Hochgeschwindigkeitszugstrecke als Zankapfel

Auch die Absicht der Fünf-Sterne-Bewegung, zwei internationale Großprojekte zu versenken, stößt auf Widerstand: nämlich den des Koalitionspartners Lega. Der Protest gegen die umstrittene Hochgeschwindigkeitszugstrecke TAV Turin–Lyon galt schon als Steckenpferd des Cinque-Stelle-Gründers Beppe Grillo, der sich dabei eine Verurteilung einhandelte.

Und auch die im Bau befindliche Trans-Adria-Gasleitung vom Kaspischen Meer nach Süditalien stößt bei den "Grillini" kaum auf Gegenliebe. Ein Ausstieg könnte Italien allerdings über 20 Milliarden Euro kosten. Die Lega unterstützt hingegen beide Projekte. "Bei einer Annullierung der Verträge würden wir als unzuverlässiger Partner dastehen", klagt der Unternehmerverband.

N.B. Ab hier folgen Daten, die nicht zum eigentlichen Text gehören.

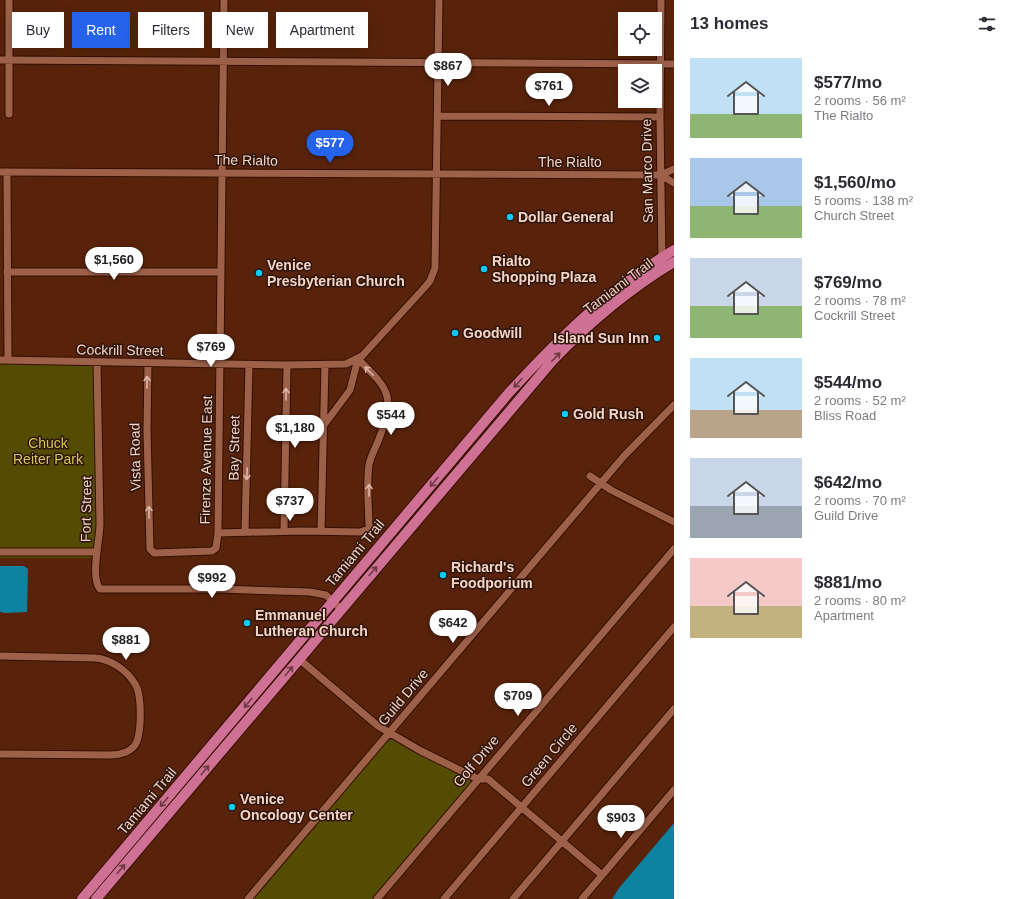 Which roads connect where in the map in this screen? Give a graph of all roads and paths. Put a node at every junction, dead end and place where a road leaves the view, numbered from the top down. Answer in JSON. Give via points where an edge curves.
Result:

Lieblingsspiel Postenschacher

Unterdessen sind beide Parteien auch mit einem Lieblingsspiel der italienischen Politik beschäftigt: der Postenverteilung – von der staatlichen Investitionsbank über die Bahn bis zum Fernsehen.

Besonders im Staatsfernsehen Rai bleibt kein Stein auf dem anderen. Doch gegen den designierten Präsidenten Marcello Foa gibt es heftigen Widerstand der Opposition, so auch vom konservativen Ex-Premier und Forza-Italia-Chef Silvio Berlusconi. Bei einem persönlichen Treffen mit Salvini prangerte er ihn als "Handlanger der Linken" an.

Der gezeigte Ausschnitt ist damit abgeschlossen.